§ PROMPT: Collect all lines below with the string "path".

Stored items
----

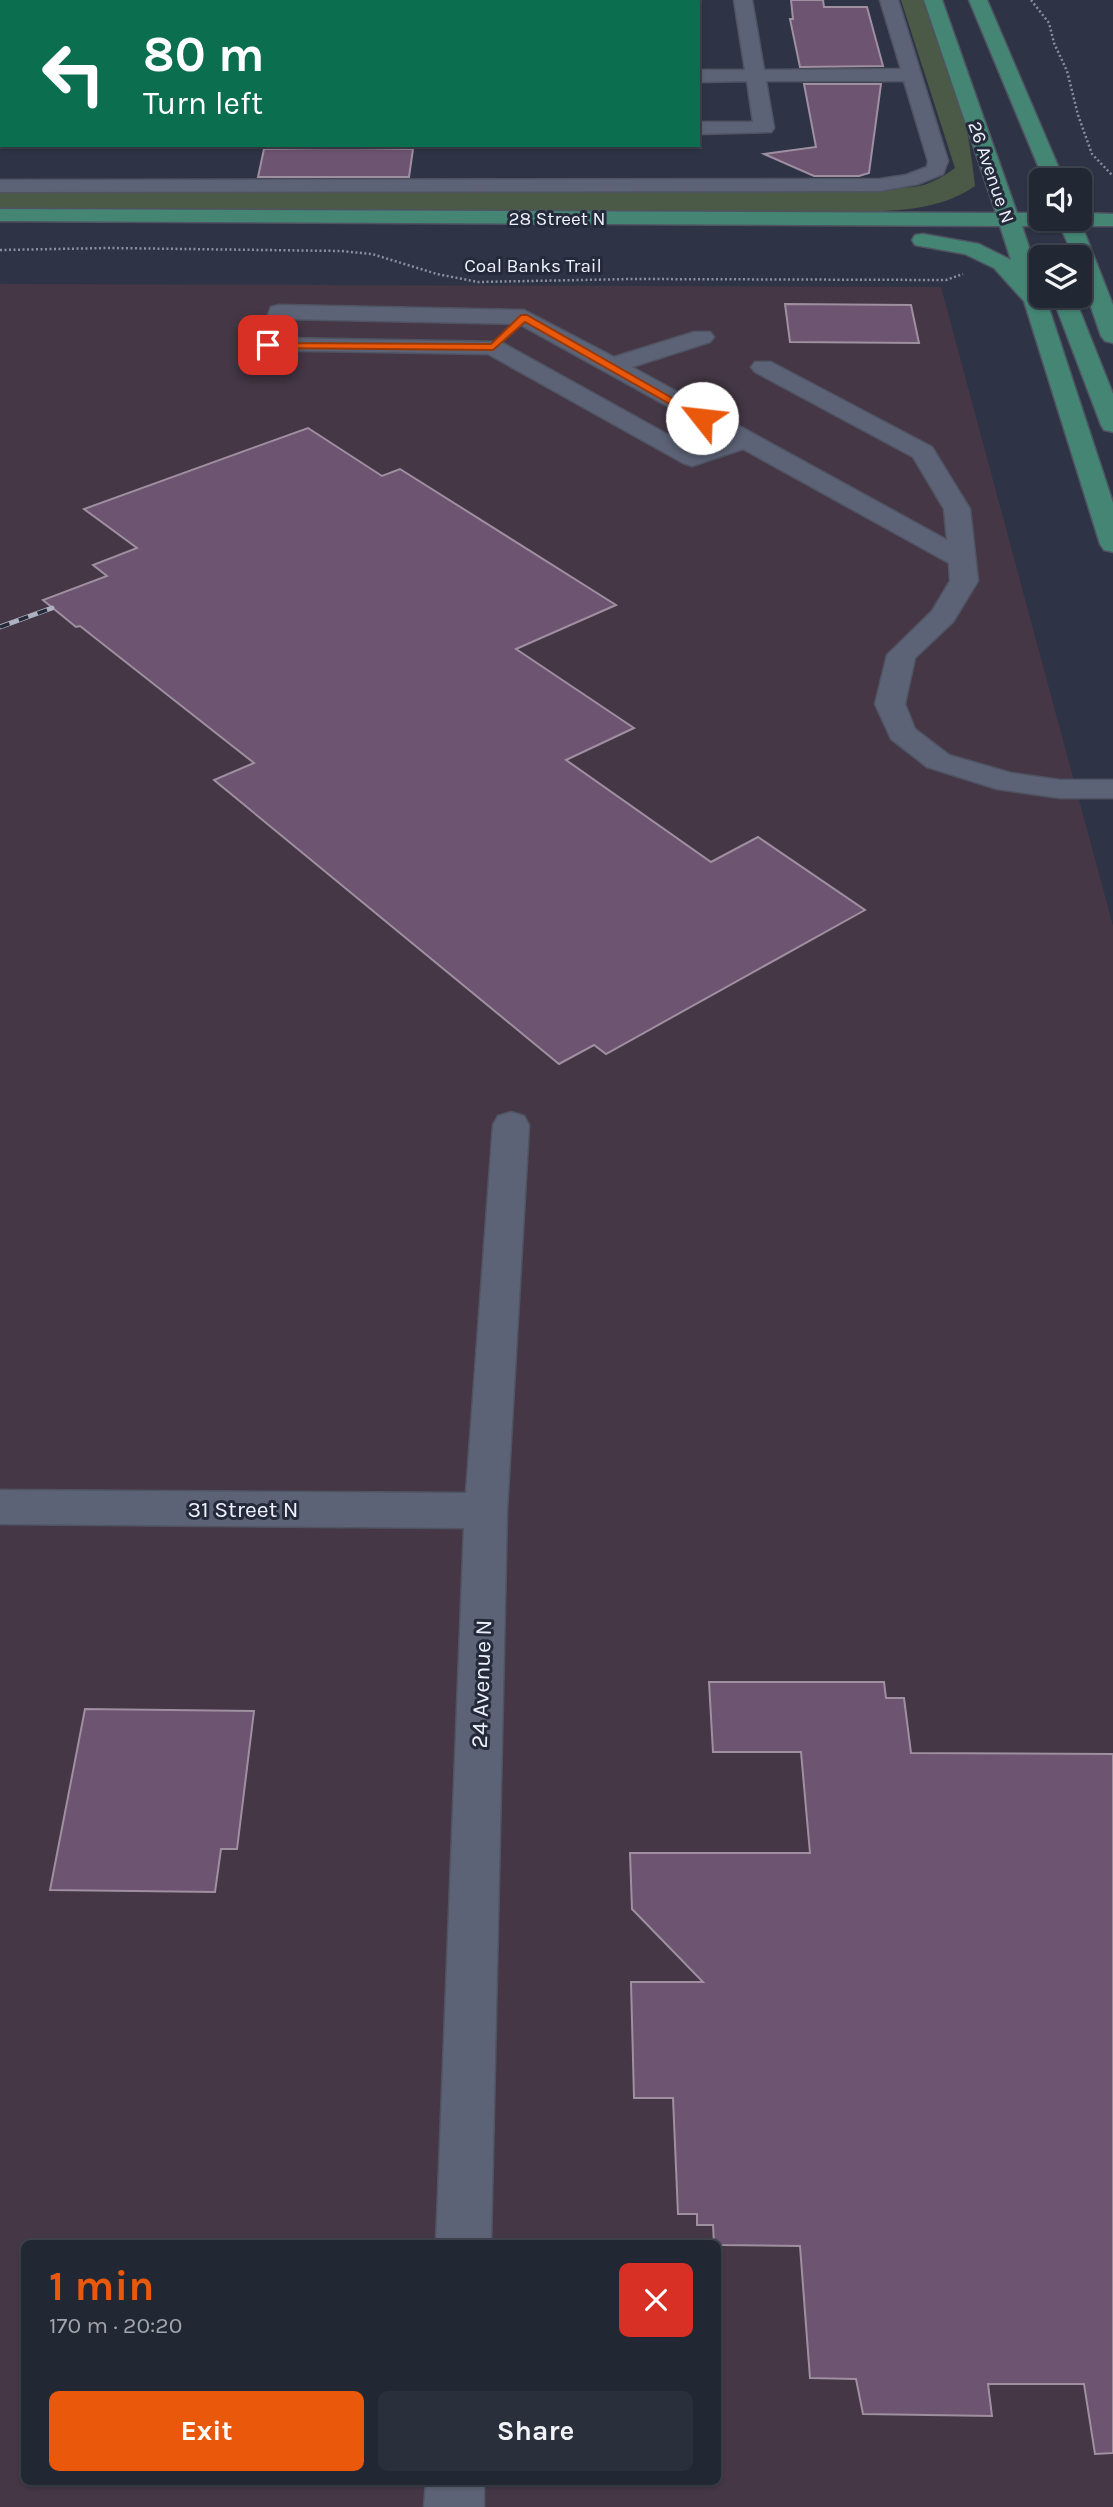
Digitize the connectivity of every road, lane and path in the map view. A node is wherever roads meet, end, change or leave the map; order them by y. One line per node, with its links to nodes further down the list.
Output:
1 (743, 0): 8 (street)
2 (889, 0): 6 (street)
3 (933, 0): 10 (main road, 26 Avenue N)
4 (978, 0): 11 (main road)
5 (1031, 0): 12 (path)
6 (912, 75): 8 (street); 13 (street)
7 (700, 76): 8 (street)
8 (755, 76): 9 (street)
9 (700, 128)
10 (991, 139): 15 (main road, 26 Avenue N); 18 (main road)
11 (1052, 168)
12 (1113, 176)
13 (0, 186)
14 (1092, 202): 16 (main road)
15 (1029, 204)
16 (1113, 206)
17 (0, 215): 18 (main road, 28 Street N)
18 (848, 219): 21 (main road, 28 Street N)
19 (1113, 220): 20 (main road, 28 Street N)
20 (1092, 223)
21 (1029, 228)
22 (1029, 229): 29 (main road)
23 (1029, 230): 30 (main road, 28 Street N)
24 (1092, 230): 27 (main road)
25 (1046, 231): 35 (main road, 26 Avenue N)
26 (1057, 231): 31 (main road, 28 Street N)
27 (1113, 231)
28 (568, 239): 29 (main road, 28 Street N)
29 (678, 239): 30 (main road, 28 Street N)
30 (923, 240): 36 (main road)
31 (1113, 240)
32 (0, 250): 34 (path, Coal Banks Trail)
33 (1113, 258): 35 (main road)
34 (967, 271)
35 (1093, 280): 40 (main road, 26 Avenue N)
36 (1029, 293)
37 (1038, 308): 47 (main road, 26 Avenue N)
38 (1068, 308): 45 (main road)
39 (524, 317): 42 (street); 42 (street); 43 (street)
40 (1113, 336)
41 (702, 337): 43 (street)
42 (493, 347): 46 (street)
43 (610, 366): 46 (street)
44 (763, 367): 49 (street)
45 (1113, 425)
46 (744, 440): 49 (street)
47 (1108, 523): 48 (main road, 26 Avenue N)
48 (1113, 544)
49 (961, 559): 50 (street)
50 (1060, 789): 51 (street); 52 (street)
51 (1113, 789)
52 (1113, 811)
53 (511, 1125): 55 (street, 24 Avenue N)
54 (0, 1507): 55 (street, 31 Street N)
55 (486, 1511): 56 (street, 24 Avenue N)
56 (463, 2240)
57 (455, 2485): 58 (street)
58 (454, 2507)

----

§ RESPONSE TO THIS EXERCISE:
Digitize the connectivity of every road, lane and path in the map view. A node is wherever roads meet, end, change or leave the map; order them by y. One line per node, with its links to nodes further down the list.
5 (1031, 0): 12 (path)
32 (0, 250): 34 (path, Coal Banks Trail)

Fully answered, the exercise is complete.